## WORK TO BE COMPLETED:
Your output should be each line from the material below that has the word "other".

((

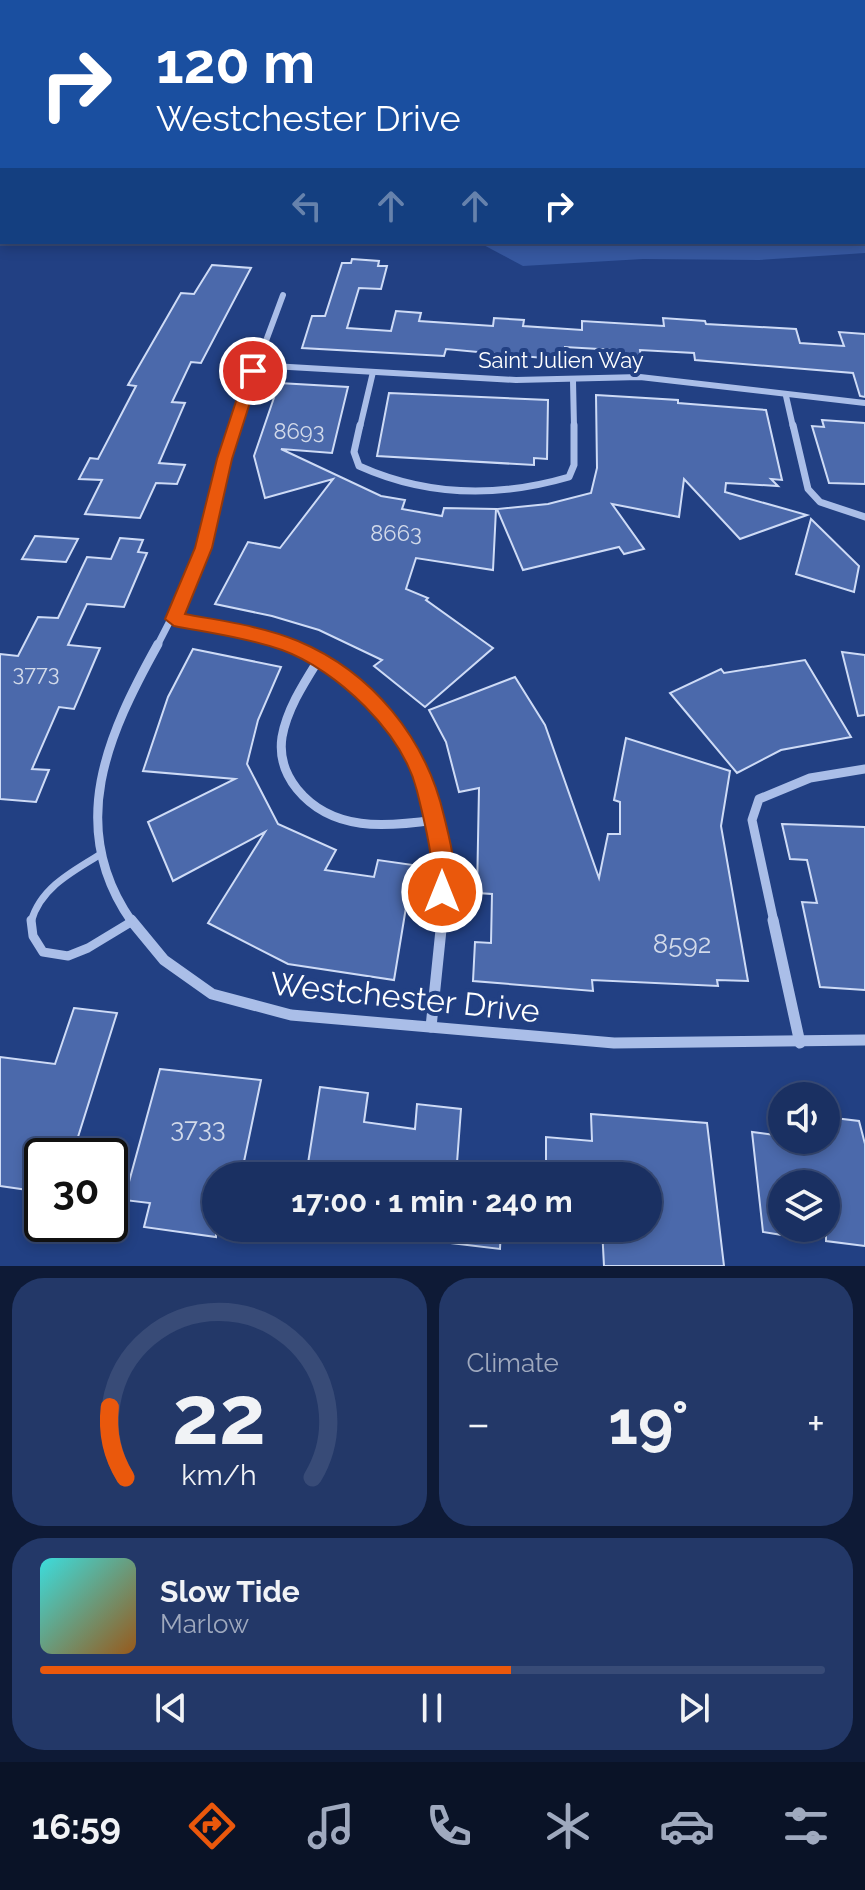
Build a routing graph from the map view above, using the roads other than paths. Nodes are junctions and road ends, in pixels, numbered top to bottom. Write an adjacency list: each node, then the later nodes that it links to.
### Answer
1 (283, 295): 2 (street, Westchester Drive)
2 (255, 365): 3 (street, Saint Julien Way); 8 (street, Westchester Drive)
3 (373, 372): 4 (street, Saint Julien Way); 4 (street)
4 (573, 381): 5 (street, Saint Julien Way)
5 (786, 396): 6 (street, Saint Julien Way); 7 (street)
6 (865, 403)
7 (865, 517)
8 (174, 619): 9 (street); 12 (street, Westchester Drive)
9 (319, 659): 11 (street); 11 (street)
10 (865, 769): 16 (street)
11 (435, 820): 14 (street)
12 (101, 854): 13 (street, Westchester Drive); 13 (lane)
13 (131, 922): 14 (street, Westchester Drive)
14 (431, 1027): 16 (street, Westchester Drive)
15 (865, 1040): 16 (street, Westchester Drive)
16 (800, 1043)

))
((

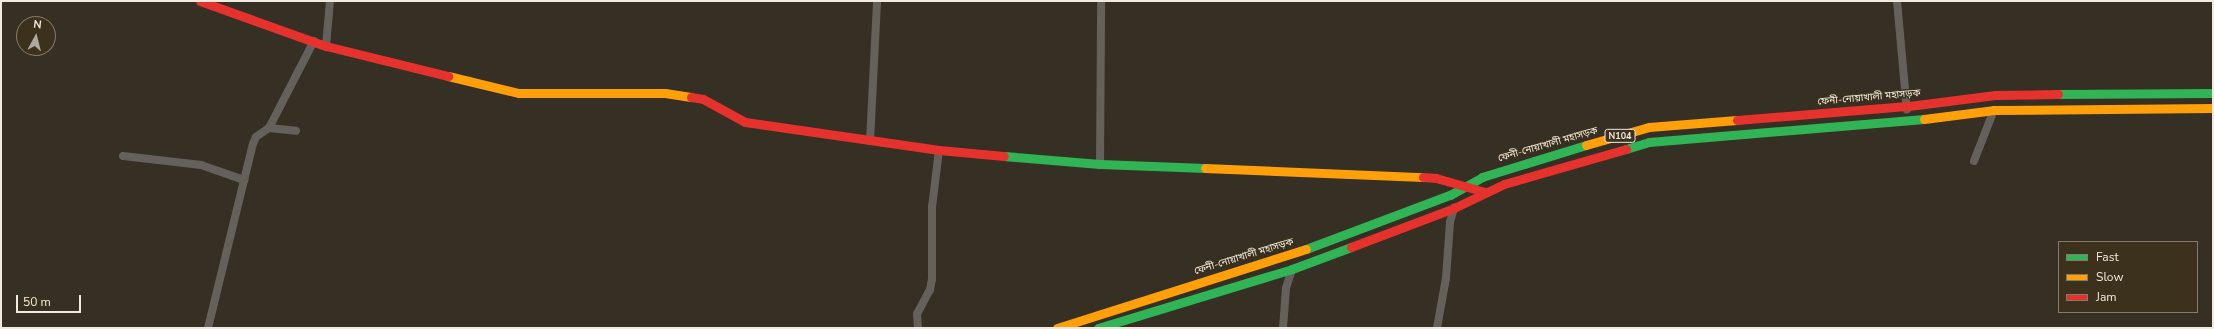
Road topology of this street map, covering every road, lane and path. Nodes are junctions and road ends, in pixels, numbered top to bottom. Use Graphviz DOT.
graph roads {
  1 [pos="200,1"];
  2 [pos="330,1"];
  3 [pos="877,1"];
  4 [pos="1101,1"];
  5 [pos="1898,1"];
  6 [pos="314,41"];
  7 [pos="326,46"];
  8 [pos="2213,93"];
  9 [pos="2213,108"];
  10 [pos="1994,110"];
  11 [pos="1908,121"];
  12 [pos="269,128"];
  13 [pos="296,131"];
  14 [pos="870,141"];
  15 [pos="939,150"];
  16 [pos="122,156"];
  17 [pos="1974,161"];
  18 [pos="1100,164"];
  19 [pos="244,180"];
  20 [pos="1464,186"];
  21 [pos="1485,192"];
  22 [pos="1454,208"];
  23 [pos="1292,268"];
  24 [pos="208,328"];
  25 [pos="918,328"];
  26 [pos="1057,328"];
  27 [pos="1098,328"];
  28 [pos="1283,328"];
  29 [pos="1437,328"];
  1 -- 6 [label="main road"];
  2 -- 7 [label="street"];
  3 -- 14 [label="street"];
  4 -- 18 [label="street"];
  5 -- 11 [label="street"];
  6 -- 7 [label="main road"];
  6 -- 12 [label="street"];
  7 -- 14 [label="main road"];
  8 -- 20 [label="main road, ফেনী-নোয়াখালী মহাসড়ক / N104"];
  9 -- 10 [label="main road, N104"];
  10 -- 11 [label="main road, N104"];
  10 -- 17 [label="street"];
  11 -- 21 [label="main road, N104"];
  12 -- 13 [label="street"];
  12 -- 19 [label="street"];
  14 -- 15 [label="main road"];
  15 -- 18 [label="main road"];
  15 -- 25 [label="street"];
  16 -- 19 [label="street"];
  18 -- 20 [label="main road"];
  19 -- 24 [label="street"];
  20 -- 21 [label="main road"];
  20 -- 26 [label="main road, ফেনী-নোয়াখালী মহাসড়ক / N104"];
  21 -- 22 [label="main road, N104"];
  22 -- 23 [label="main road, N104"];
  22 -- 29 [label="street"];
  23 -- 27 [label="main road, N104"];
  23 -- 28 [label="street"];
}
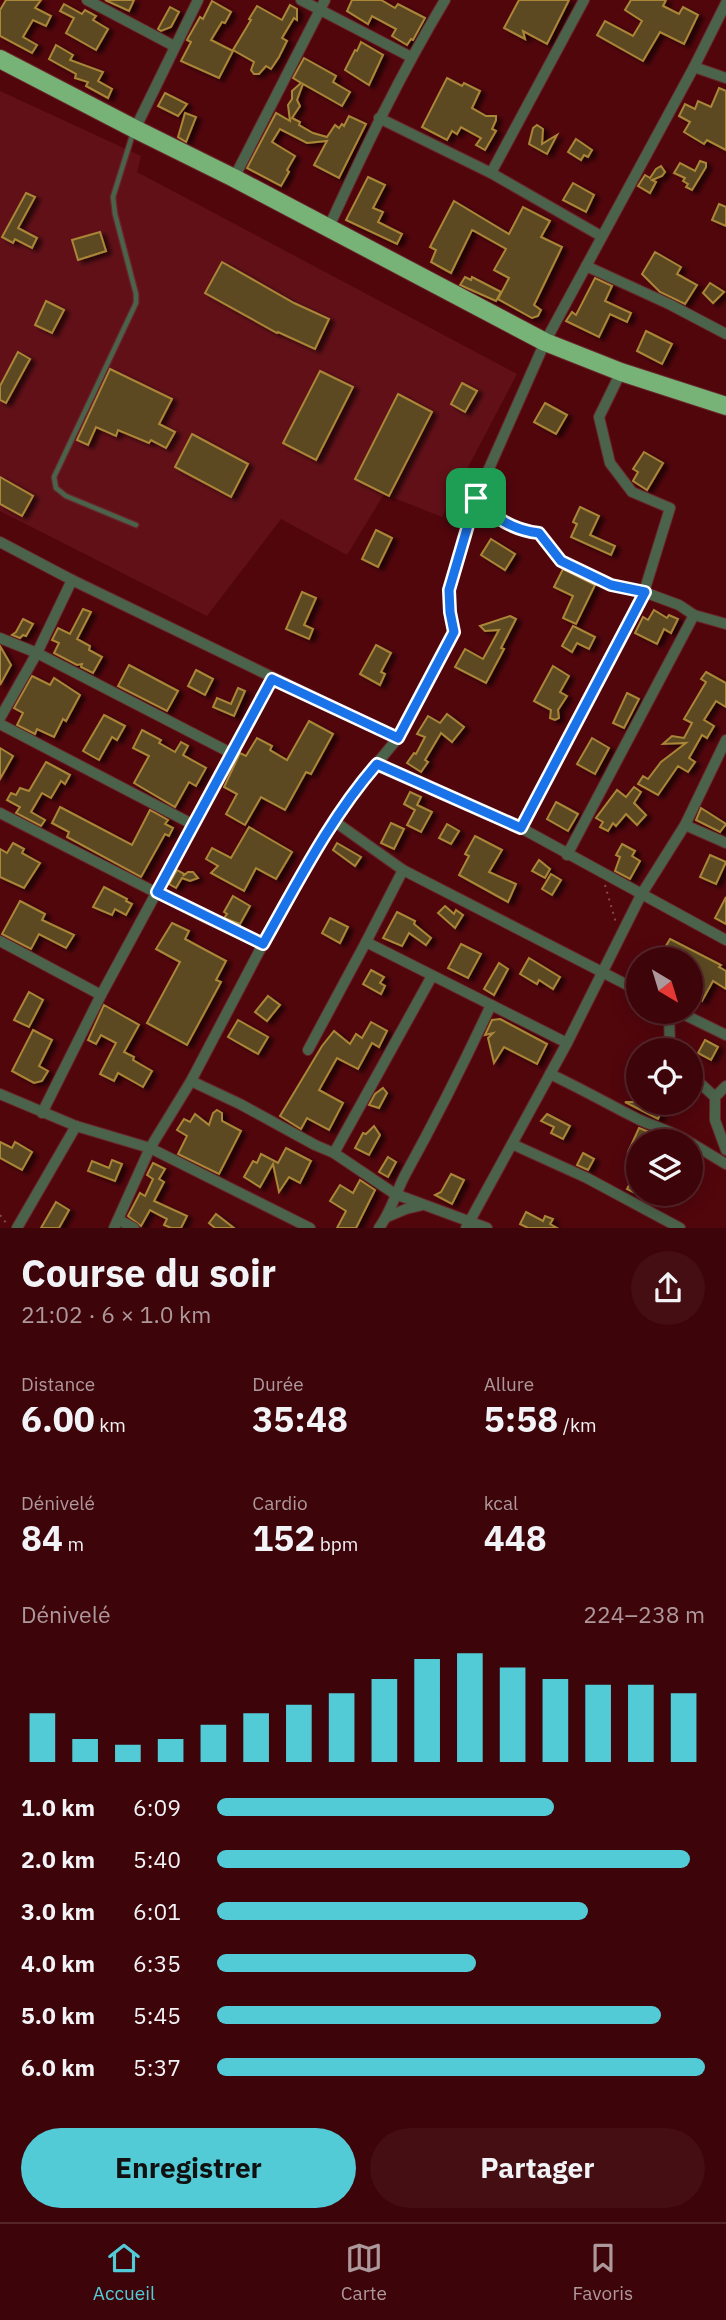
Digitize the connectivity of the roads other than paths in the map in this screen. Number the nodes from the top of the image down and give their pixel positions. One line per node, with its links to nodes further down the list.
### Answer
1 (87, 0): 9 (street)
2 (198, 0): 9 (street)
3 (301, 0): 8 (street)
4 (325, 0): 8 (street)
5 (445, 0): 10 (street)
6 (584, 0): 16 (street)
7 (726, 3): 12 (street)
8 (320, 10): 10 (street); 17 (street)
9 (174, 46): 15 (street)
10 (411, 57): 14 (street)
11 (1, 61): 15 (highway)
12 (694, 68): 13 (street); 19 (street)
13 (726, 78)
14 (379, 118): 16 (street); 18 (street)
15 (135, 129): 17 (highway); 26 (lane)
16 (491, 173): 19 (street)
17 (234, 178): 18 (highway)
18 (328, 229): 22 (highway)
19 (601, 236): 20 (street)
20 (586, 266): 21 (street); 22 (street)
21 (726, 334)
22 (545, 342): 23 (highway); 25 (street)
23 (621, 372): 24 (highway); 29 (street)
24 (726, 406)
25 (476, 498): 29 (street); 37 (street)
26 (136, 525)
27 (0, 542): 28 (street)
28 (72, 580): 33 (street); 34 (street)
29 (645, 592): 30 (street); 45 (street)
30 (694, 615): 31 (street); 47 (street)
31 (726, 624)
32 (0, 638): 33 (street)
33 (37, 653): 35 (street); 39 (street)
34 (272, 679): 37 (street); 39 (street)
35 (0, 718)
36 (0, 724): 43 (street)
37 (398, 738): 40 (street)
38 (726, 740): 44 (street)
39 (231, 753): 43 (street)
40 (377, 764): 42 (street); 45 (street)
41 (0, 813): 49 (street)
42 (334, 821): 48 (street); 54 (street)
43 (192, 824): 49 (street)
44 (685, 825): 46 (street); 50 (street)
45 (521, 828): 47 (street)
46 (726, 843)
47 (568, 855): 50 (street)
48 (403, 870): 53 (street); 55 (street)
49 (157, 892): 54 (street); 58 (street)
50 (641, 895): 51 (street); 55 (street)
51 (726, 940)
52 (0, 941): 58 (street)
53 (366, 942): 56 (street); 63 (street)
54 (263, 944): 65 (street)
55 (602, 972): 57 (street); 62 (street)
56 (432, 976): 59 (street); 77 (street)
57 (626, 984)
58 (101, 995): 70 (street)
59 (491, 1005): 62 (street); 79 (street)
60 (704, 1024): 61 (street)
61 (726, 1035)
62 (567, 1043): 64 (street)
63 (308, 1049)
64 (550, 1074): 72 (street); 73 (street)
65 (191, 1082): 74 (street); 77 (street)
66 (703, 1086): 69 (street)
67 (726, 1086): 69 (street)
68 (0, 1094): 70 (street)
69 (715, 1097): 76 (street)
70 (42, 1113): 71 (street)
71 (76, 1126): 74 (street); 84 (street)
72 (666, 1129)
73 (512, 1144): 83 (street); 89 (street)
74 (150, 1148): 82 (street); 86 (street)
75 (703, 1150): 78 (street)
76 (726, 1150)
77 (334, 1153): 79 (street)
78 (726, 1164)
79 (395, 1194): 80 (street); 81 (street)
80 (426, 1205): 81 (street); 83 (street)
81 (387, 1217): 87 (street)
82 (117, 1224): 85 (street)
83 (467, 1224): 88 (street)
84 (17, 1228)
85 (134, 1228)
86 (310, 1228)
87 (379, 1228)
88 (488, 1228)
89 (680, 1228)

))

## RESPONSE BELOW:
Build a routing graph from the map view above, using the roads other than paths. Nodes are junctions and road ends, in pixels, numbered top to bottom. Write an adjacency list: each node, then the later nodes that it links to.
Digitize the connectivity of the roads other than paths in the map in this screen. Number the nodes from the top of the image down and give their pixel positions. One line per node, with its links to nodes further down the list.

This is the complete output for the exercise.